A closer look at the roots of romance, however, might put us on our guard. As a verb, “to romance” implies being insincere, engaging in flattery, though short of “obsequious,” which has strictly pejorative connotations. A “romantic” novel is make-believe, impossible, a flight of fancy. Across all the modern and older definitions is the notion of something imagined, extravagant, chimerical. “Romance” originally referred to the old vernacular language of France, “romanz,” which descended from Latin, the tongue of the Romans, and now refers to all such European languages. When the old French was used in literature, such stories were called “romances,” because any “serious” literature would have been written in Latin. That is not to say that the use of the vernacular dictated the genre of literature: That association developed over time, because stories written in romanz were written overwhelmingly for a specific audience — royal women and ladies of the court. Stories that featured women more prominently were generally stories of love. The significant movement in romanz literature that started in the late 11th century was carried by the troubadours, who came from the south of France. They set out to redefine the prevailing Christian ideals of love, masculinity and femininity, and owed a good measure of their success to the support of two French noblewomen, Eleanor of Aquitaine and her daughter Marie, Countess of Champagne. As Eleanor presided over her “courts of love” as the duchess of Aquitaine and later queen of France, her support for the troubadors’ conception of chivalric or “courtly” love ultimately advanced these newly romanticised notions throughout Europe.
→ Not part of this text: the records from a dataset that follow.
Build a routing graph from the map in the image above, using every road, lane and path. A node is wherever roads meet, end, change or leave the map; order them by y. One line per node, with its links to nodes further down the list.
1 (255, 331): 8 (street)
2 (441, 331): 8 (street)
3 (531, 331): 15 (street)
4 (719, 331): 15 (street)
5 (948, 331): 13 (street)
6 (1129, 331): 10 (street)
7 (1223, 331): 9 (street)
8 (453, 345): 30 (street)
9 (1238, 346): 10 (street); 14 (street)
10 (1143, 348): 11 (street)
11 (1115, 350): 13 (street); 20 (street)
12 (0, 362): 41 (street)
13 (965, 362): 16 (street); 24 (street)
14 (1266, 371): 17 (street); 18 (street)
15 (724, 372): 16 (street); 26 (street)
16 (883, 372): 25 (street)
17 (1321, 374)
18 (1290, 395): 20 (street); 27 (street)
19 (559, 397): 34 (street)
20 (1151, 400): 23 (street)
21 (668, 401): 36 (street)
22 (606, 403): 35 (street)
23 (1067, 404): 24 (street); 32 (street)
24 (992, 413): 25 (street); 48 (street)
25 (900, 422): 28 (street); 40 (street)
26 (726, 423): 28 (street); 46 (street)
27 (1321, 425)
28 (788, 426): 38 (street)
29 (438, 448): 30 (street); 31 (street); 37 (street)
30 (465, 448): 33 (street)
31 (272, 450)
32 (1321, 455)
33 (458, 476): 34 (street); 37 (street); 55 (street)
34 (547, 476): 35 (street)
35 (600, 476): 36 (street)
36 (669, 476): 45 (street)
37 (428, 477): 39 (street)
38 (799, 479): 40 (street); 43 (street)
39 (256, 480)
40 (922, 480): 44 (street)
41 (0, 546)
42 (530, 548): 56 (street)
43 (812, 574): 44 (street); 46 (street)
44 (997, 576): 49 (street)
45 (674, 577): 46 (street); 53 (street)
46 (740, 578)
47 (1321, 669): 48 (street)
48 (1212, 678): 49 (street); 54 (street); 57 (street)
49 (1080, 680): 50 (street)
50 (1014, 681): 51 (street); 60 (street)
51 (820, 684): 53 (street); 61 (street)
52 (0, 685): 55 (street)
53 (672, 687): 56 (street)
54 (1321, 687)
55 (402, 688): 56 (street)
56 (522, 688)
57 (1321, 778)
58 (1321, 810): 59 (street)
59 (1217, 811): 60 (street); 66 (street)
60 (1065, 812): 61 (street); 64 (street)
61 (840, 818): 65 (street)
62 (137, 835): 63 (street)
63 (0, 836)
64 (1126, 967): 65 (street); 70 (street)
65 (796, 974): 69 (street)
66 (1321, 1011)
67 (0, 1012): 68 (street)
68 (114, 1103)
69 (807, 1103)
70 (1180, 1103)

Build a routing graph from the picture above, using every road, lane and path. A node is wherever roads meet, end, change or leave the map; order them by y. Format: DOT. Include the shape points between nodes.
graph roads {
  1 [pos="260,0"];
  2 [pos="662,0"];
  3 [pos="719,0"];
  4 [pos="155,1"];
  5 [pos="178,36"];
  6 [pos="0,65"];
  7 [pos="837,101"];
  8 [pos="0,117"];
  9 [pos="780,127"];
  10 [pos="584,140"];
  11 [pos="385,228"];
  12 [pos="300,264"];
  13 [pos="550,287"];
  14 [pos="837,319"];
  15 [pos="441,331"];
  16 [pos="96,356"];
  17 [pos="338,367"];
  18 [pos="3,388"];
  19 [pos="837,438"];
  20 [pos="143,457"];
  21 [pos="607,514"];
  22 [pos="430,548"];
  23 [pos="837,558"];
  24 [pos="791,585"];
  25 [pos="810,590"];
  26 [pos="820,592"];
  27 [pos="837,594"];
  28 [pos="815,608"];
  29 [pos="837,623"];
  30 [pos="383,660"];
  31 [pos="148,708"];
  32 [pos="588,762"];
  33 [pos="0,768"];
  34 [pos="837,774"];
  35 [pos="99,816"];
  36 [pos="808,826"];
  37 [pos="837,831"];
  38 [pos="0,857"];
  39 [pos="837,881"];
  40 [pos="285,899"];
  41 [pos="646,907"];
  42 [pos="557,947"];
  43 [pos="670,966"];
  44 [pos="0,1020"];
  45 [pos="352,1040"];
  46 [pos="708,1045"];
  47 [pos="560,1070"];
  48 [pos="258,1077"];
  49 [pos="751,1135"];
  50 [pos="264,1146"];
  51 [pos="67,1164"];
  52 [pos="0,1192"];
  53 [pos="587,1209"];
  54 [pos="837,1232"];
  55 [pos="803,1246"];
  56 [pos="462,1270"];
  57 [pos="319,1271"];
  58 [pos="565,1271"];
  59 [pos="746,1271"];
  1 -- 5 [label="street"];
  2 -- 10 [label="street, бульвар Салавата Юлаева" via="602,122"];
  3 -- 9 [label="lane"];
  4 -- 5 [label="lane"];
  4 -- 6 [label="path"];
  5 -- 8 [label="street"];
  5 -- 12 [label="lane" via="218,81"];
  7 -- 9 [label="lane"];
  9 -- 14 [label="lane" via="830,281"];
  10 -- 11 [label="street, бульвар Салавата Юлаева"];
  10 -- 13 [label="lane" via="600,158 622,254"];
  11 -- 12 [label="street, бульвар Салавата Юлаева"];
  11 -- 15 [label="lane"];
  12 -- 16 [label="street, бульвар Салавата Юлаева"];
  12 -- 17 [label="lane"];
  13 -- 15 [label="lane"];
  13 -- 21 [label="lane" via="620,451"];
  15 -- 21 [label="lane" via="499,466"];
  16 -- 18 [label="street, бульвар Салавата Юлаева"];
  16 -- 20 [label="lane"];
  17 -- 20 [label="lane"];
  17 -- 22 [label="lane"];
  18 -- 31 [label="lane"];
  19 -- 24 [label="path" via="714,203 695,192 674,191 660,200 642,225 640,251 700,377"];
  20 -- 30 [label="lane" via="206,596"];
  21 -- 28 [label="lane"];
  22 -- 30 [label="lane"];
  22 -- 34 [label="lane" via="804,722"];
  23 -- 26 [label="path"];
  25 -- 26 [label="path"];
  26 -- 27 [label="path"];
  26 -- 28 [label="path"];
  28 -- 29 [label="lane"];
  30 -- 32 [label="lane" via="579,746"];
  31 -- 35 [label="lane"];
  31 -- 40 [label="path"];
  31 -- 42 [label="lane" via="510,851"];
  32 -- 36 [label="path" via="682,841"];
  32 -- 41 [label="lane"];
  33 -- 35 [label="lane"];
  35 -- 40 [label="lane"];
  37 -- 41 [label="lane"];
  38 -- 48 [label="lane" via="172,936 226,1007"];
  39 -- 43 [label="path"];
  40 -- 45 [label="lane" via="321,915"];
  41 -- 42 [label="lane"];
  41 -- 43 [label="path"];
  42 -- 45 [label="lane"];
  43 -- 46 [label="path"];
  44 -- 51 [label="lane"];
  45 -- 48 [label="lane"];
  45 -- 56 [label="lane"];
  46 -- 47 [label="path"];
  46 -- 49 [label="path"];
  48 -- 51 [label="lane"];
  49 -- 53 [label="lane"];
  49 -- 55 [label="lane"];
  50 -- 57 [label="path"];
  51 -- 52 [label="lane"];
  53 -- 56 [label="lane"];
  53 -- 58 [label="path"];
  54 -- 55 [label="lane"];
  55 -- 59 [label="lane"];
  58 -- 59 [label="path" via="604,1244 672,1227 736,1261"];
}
What was once whimsical became a Western institution. Today, the irresistible fantasy of romantic love has also become a heavily marketable reality. Preying on the single woman or man, the ubiquitous magazines, talk shows, psychic hotlines, self-help books — an entire industry — live and feed off our romantic inclinations, and instill in us simultaneously the fear and stigma of being alone. What we’ve come to refer to as romance is rather the indulgence in what we imagine love to be — or perhaps what we have made it — but in either case it is decidedly influenced by those conventional Western ideas of heterosexual intimacy. And it is precisely this Western notion of romantic love that Romeo and Juliet embody. Are we so readily indoctrinated, wanting and waiting to be gulled? Looking up at Juliet’s balcony, we imagine her declarations of love — a romantic love that we want so much to be true. And in that moment, we find ourselves, in effect, being romanced. For all of us tourists of the heart, the House of Juliet confirms the centuries-old triumph of the idea of true love — perhaps the most seductive Western conception of all time.